The MDT is a key element of the effectiveness of the virtual wards, adds Dr Mehta. ‘I am particularly proud of the integration and the clinical discussions between secondary, primary and community services, which bring people together around the patient.’
The health board has identified key performance indicators in return for its investment and to ensure improved patient outcomes, including reducing emergency admissions and length of hospital stay, in addition to optimisation of individual care.
Phase 1 of the initiative has shown an 11% reduction in emergency admissions of patients over 65 years in the four virtual ward clusters. In non-virtual ward clusters, this cohort saw only a 3% reduction. ‘This shows the concept of a virtual ward service is working for our patient population and we are proud of what this programme has achieved to date for our patients and their families,’ Dr Mehta adds.
Looking at the roll-out in England, Professor Leary says the proposed expansion of virtual wards may best suit single conditions, looking after patients with no comorbidities. ‘Where virtual wards are replacing acute beds, that’s probably where a lot of the stress we are seeing comes from. It’s not possible to provide the same level of care remotely. People who are in hospital need nursing care – they need constant monitoring, watching for signs of deterioration.
‘In virtual wards they will need that care, but it isn’t there. Social care cannot provide nursing care – social care is for patients who are stable. So there’s a big risk there, as is the burden on families and carers.
‘It seems to work well where a clinical nurse specialist looks after patients with a specific condition in the community – cancer, heart failure or kidney disease. The patients are familiar with their condition and know the signs of deterioration, so the nurse specialist can help them manage the condition in conjunction with the patients. The virtual environment works for them, and it has avoided a huge amount of admissions. That environment seems to have the most potential.’
But a review of Covid virtual wards has provided little evidence they can decrease acute admissions, she adds. And evidence of benefits tends to focus on bed days saved, rather than clinical outcomes for patients. Indeed, guidelines for early monitoring and evaluation appear to focus on their impact on the use of hospital beds, workforce and technology, as well as utilisation of virtual beds.

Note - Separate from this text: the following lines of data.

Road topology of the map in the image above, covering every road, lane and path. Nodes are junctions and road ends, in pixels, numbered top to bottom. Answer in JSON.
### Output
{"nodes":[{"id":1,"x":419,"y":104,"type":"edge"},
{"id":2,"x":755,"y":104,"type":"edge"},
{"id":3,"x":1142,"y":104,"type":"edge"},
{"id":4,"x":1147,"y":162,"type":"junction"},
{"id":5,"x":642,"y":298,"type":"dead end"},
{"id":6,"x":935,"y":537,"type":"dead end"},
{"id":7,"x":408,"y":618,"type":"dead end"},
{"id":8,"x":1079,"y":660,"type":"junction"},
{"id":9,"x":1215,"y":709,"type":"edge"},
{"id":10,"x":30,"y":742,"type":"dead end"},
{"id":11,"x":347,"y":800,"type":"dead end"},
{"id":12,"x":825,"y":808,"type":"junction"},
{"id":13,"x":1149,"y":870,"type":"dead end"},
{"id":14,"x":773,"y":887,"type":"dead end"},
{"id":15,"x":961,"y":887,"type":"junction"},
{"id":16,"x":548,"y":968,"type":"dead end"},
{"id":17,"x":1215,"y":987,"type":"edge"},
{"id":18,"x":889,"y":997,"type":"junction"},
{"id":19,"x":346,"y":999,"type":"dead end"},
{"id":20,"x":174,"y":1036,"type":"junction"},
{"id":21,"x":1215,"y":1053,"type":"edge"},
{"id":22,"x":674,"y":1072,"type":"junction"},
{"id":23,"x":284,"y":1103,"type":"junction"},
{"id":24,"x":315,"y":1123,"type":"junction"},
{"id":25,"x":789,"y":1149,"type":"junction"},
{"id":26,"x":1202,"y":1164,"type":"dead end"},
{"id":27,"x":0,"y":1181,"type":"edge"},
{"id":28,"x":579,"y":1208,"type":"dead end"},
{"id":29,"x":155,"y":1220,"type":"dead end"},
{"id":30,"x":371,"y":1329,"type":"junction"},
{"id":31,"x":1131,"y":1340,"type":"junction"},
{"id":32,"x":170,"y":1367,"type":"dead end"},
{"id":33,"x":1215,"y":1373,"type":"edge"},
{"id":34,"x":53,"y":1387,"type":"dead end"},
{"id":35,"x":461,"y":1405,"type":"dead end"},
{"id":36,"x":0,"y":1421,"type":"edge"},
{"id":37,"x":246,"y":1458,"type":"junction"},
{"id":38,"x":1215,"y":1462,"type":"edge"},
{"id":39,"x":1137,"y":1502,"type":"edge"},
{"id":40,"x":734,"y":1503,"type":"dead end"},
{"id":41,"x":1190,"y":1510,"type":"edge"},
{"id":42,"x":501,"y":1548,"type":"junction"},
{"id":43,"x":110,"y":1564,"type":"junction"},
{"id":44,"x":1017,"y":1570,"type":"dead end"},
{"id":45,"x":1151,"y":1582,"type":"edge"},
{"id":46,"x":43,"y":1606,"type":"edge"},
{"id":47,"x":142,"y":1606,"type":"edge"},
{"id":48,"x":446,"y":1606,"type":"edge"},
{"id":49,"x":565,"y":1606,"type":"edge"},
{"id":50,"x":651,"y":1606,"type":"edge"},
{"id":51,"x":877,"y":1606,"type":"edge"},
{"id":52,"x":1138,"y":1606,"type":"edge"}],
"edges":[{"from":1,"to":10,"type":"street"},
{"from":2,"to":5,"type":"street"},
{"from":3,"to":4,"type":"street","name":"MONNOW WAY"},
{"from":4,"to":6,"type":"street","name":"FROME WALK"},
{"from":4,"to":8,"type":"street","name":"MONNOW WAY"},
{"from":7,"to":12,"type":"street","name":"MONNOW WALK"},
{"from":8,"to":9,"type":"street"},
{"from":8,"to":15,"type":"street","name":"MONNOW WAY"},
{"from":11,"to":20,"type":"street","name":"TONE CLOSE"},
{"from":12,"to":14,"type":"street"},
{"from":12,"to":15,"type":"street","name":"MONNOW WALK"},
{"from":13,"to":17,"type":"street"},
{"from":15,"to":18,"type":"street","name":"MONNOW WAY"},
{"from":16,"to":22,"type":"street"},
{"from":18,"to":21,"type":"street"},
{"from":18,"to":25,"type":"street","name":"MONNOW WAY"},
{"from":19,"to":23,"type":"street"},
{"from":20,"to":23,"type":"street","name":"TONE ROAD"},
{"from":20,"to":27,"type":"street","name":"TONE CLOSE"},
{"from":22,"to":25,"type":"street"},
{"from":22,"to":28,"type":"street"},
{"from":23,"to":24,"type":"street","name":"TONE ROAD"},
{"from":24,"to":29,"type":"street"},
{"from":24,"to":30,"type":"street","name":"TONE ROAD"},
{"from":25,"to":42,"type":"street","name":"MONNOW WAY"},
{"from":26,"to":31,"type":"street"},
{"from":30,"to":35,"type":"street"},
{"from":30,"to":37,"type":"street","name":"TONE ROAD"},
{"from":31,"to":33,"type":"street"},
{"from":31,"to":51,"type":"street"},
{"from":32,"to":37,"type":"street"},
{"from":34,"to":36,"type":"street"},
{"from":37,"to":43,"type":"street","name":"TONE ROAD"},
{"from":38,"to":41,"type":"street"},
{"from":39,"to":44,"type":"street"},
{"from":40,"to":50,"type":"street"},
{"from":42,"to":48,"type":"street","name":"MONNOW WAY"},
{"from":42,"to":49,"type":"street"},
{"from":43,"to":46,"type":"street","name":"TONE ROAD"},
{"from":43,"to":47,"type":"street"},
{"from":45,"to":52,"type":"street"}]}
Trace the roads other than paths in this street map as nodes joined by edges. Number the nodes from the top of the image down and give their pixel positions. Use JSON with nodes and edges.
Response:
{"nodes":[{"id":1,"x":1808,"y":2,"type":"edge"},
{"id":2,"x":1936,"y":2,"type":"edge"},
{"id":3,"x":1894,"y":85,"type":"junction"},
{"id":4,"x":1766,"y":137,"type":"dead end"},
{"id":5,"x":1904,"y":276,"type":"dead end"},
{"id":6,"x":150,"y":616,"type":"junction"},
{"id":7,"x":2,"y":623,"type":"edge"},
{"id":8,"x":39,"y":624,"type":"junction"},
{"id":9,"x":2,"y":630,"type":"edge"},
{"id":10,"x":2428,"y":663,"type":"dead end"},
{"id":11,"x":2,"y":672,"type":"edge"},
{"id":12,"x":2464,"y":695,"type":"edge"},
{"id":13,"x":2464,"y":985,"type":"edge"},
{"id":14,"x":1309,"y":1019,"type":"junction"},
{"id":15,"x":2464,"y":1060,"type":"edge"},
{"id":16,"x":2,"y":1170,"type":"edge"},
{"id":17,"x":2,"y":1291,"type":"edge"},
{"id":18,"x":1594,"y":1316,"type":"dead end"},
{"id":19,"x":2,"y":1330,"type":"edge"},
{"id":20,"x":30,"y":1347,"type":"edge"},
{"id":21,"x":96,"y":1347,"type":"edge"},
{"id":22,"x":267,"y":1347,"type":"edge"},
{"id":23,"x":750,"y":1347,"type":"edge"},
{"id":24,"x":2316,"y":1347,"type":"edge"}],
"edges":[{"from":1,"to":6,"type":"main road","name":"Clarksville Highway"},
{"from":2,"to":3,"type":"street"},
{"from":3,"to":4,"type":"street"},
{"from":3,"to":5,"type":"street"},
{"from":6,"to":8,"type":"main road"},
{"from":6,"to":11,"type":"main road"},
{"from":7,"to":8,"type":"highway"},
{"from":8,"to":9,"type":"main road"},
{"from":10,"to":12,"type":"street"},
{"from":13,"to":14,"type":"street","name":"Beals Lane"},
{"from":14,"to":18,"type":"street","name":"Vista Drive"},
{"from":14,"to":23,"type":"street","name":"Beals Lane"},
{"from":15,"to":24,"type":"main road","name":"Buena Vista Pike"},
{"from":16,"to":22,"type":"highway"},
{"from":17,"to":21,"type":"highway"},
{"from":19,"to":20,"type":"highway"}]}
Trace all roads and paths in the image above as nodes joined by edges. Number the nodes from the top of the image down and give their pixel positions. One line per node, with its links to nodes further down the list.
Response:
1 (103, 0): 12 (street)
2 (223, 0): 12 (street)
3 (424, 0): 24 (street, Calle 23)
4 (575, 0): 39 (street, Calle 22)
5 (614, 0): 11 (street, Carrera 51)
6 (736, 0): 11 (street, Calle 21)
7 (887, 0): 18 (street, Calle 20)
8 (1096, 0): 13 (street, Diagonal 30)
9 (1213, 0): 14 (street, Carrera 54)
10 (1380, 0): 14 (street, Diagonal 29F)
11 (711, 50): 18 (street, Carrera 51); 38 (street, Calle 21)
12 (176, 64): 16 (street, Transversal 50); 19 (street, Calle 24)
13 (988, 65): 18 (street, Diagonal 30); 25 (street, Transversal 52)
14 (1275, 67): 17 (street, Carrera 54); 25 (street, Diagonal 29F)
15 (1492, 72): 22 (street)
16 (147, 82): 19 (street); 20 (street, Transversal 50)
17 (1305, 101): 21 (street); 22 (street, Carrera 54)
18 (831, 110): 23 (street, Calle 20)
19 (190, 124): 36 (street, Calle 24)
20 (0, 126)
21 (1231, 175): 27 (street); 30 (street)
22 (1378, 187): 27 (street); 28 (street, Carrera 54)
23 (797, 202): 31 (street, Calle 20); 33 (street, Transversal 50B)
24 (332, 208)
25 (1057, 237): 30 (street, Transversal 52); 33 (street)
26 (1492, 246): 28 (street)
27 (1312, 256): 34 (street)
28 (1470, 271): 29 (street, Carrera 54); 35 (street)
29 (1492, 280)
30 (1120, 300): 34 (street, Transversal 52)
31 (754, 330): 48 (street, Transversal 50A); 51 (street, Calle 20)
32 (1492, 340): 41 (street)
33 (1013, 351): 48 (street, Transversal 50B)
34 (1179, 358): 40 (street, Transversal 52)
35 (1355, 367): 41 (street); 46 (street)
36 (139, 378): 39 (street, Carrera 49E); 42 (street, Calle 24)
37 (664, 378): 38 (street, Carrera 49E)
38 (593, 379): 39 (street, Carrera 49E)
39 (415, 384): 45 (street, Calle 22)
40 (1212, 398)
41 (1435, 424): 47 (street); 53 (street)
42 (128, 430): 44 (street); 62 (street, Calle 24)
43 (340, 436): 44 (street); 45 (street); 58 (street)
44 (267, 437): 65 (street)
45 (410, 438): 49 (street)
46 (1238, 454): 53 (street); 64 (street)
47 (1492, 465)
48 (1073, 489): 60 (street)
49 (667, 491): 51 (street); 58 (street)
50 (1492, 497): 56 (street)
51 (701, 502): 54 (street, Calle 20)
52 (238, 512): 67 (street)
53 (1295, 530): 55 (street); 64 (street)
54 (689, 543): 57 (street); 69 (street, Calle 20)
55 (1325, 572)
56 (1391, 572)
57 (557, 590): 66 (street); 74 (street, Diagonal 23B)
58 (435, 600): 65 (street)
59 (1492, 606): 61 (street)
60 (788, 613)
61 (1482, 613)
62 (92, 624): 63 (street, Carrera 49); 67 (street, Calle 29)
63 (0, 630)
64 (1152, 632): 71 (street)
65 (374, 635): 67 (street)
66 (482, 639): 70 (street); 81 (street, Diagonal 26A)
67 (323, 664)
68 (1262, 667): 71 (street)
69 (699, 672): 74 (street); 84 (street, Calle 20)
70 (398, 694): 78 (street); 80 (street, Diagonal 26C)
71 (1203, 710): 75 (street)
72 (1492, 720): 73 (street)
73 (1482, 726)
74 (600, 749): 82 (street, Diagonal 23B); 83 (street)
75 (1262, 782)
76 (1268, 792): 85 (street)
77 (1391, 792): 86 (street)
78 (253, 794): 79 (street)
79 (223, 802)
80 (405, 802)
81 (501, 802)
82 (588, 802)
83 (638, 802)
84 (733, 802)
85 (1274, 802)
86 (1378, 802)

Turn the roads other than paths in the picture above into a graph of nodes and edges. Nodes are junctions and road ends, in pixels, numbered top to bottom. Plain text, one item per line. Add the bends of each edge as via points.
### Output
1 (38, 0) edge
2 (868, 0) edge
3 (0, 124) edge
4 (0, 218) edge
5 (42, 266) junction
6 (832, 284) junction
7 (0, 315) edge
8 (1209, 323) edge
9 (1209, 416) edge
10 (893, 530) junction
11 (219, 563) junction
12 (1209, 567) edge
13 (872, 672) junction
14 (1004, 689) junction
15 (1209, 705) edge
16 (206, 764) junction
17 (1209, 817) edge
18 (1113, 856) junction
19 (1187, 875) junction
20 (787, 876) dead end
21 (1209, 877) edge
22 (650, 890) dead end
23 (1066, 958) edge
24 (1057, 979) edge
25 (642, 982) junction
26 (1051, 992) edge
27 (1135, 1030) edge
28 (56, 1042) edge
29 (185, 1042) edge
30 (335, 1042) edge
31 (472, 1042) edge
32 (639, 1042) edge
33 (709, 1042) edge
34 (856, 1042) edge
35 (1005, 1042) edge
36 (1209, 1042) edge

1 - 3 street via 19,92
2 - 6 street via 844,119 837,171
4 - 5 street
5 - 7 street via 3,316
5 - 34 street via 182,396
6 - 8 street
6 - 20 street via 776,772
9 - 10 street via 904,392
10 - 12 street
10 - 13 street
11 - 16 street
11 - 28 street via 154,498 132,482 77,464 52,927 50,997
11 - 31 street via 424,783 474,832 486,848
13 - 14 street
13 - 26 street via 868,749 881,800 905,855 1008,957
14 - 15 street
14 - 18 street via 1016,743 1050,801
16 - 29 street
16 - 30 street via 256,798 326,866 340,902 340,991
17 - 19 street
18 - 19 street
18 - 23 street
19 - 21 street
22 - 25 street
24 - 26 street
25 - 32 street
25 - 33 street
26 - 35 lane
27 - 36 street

Virtual ward’s time has come, but those who have implemented them insist that, done properly, they are not a cheap alternative to hospital care. Staffing is another issue, but, if addressed, virtual wards could offer a way to increase the NHS’s capacity to tackle the waiting list backlog.
One or two team members of the rapid response team are allocated to monitor the virtual ward from 8am to 8pm, seven days a week. The virtual ward is supported by two consultant physicians with a specialism in geriatrics and a respiratory consultant.
Only 4% of patients declined to use the health monitoring technology, and they reported the service gave them the same standard of care as in hospital.
A&E attendances were similar to a control group of other patients under the care of the rapid response team, and while phone contacts were higher than in the control group, home visits were lower in the virtual ward cohort.
Almost two-thirds remained at home for monitoring for the duration of their stay on the virtual ward, while 20% were admitted to hospital. Post-discharge from the virtual ward, readmissions and hospital admissions were 12% and 9%, respectively.
The estimated cost saving compared with the control group was £742 per patient.
The trust is now working with colleagues across south-west London to scale up delivery of the programme, aiming to achieve the national ambition of 40–50 virtual wards per 100,000 people by December 2023.